Daughters are amazing creatures. They play princess, they catch frogs, they like to snuggle. At least mine do.
But many of us have more problems raising daughters because there's confusion as to what, exactly, we're supposed to raise them to be.
I was watching a really cute movie last night called Definitely, Maybe. Don't watch it with kids, and be aware that there are questionable morals. But at one point one of the young women reports just feeling so lost. She can't figure out what job she wants, or what she wants to do with her life, and she's lonely. And as I'm watching this, I'm thinking, "the reason she's lost is because all these twenty-somethings are trying to find themselves and set up their own lives, and we weren't really supposed to do that. We were supposed to get married." It's an awful thing to think, in a way, because I do believe that people need to be secure in God and who they are in themselves before they marry. But I also think a lot of our angst is simply because we were not meant to be alone, struggling in isolation, the way we do today.
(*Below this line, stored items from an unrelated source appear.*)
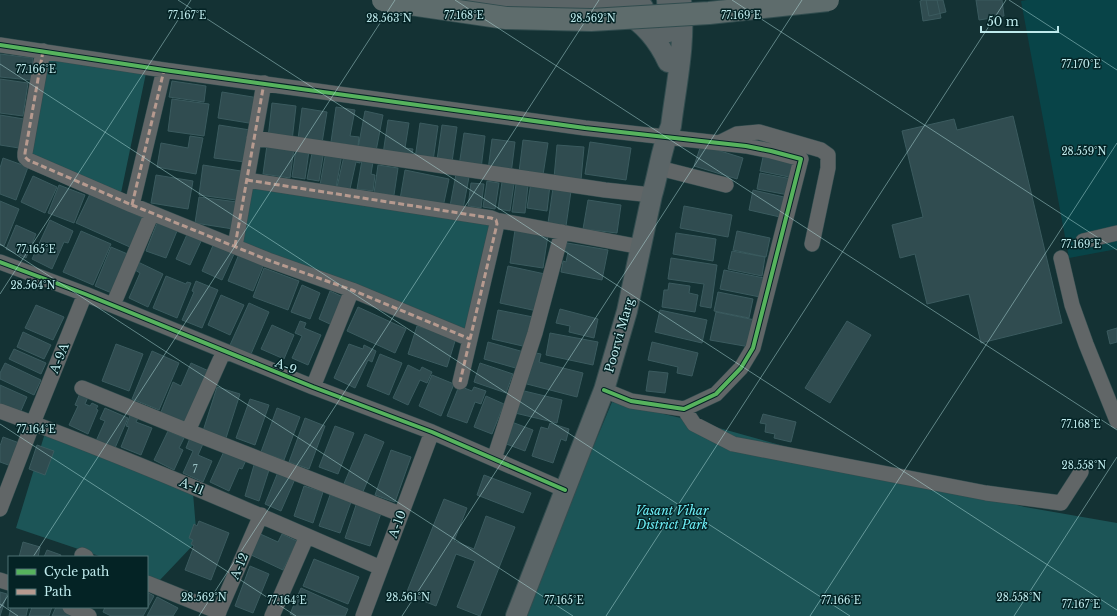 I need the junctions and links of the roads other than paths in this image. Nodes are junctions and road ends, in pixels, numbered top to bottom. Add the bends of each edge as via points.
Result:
1 (383, 0) edge
2 (470, 0) edge
3 (761, 0) edge
4 (828, 0) edge
5 (587, 3) edge
6 (674, 3) edge
7 (615, 8) junction
8 (0, 45) edge
9 (43, 51) junction
10 (668, 62) junction
11 (164, 70) junction
12 (264, 82) junction
13 (666, 137) junction
14 (254, 138) junction
15 (719, 143) junction
16 (659, 168) junction
17 (247, 180) junction
18 (726, 185) dead end
19 (652, 195) junction
20 (132, 205) junction
21 (152, 213) junction
22 (496, 220) junction
23 (562, 232) junction
24 (1117, 233) edge
25 (1083, 241) dead end
26 (812, 244) dead end
27 (235, 246) junction
28 (640, 247) junction
29 (1061, 258) dead end
30 (0, 262) edge
31 (352, 290) junction
32 (85, 294) junction
33 (112, 305) junction
34 (470, 339) junction
35 (224, 351) junction
36 (460, 382) dead end
37 (313, 387) junction
38 (82, 388) dead end
39 (604, 390) junction
40 (684, 409) junction
41 (0, 411) edge
42 (1117, 421) edge
43 (33, 423) junction
44 (188, 431) junction
45 (432, 432) junction
46 (494, 459) junction
47 (1081, 472) dead end
48 (564, 490) junction
49 (0, 509) edge
50 (400, 514) junction
51 (261, 515) junction
52 (307, 536) junction
53 (381, 568) junction
54 (148, 582) edge
55 (72, 608) edge
56 (218, 614) edge
57 (89, 616) edge
58 (272, 616) edge
59 (362, 616) edge
60 (516, 616) edge

1 - 4 highway, bridge via 506,18 591,20 709,13
2 - 5 main road via 510,4
3 - 6 main road
5 - 7 main road
6 - 7 main road
6 - 10 main road, Poorvi Marg
6 - 13 main road, Poorvi Marg via 683,27 671,126
7 - 10 main road via 644,26 655,37
8 - 9 street
9 - 11 street
9 - 20 street via 26,159
10 - 13 main road, Poorvi Marg via 662,124
11 - 12 street
11 - 20 street
12 - 13 street via 585,128
12 - 14 street
13 - 15 street
13 - 16 main road, Poorvi Marg
14 - 17 street
14 - 19 street
15 - 26 street via 737,134 759,132 828,154 828,168
15 - 40 street via 759,148 801,159 753,348 741,368 716,394
16 - 18 street
16 - 19 main road, Poorvi Marg
17 - 22 street
17 - 27 street
19 - 28 main road, Poorvi Marg
20 - 21 street
21 - 27 street
21 - 33 street
22 - 23 street
22 - 34 street
23 - 28 street
23 - 46 street via 535,333
24 - 25 street
27 - 31 street
28 - 39 main road, Poorvi Marg via 627,312
29 - 42 street via 1072,305
30 - 32 street, A-9
31 - 34 street
31 - 37 street
32 - 33 street, A-9
32 - 43 street, A-9A
33 - 35 street, A-9
34 - 36 street
35 - 37 street, A-9
35 - 44 street
37 - 45 street, A-9
38 - 44 street
39 - 40 street via 631,401
39 - 48 main road, Poorvi Marg
40 - 47 street via 694,424 733,444 986,493 1061,503
41 - 43 street, A-11
43 - 49 street, A-9A
43 - 51 street, A-11
44 - 50 street
45 - 46 street, A-9
45 - 50 street, A-10
46 - 48 street, A-9
48 - 60 main road, Poorvi Marg
50 - 53 street, A-10
51 - 52 street, A-11
51 - 56 street, A-12
52 - 53 street, A-11
52 - 58 street
53 - 59 street, A-10
54 - 56 street
55 - 57 street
My hometown in Belleville, Ontario, has just lived through a horrible mess. We're right beside Trenton, the largest air base in Canada, and last week the head of that airbase, Russell Williams, was arrested for killing two women and sexually assaulting two others in their homes. Jessica Lloyd, who went missing on January 28, lived two doors down to my former sister-in-law. Everybody in some way or another was hit by this case. And it makes it so much worse that the killer apparently is such a high military commander.
But these women who were killed lived alone. I just don't think women were really meant to be unprotected like that. Now I lived alone before I was married, but I think it's just safer with roommates or with your parents. I do want my girls to experience independence, but you have to be careful. (I'm not trying to blame these women, by the way. What was done to them was NOT THEIR FAULT. And as I said, I did live alone. But you are more likely to be the victim of a crime if you live alone, and it just makes me uneasy thinking of my daughters like that).
It is certainly my dream to see both of my daughters happily married to Christian men. I pray for those men, I talk to my daughters about how to choose a husband, and they're certainly thinking in that direction (though both don't see the point in dating until you're old enough to marry, thank goodness). But I don't think you can raise your daughters assuming that they will marry and that marriage will take care of all their problems--safety issues, income, loneliness, identity. First, there's no guarantee they will marry. This world has more Christian women than Christian men, and if you want your kids to marry Christians, then they could potentially have a problem.
There's also no guarantee that the man they marry will live healthy until he is 85. Many men go through periods of injury or illness and the wife has to support the family. Or perhaps he's in school for an extended period of time and she has to work. Finally, not to be overly negative, but not all marriages work. My mother thought she was marrying a Christian, and six years later he dumped the church and us for another woman. And let's not forget that God did say that it is better to be single than to be married. It's always possible that God may call your daughters to be single to be involved in some kind of missions work. And we do have to be prepared for that, and thus prepare them for that.
I've also known women who feel very called to a career outside the home (I feel called to a career, too, but I've been able to work at it at my home). Some have figured out creative arrangements with husbands, where each works part-time. Other women have taken the fifteen years out of the workforce when they were raising their children, but did return to work afterwards for several decades. Let's not forget that raising kids is only part of your adult life.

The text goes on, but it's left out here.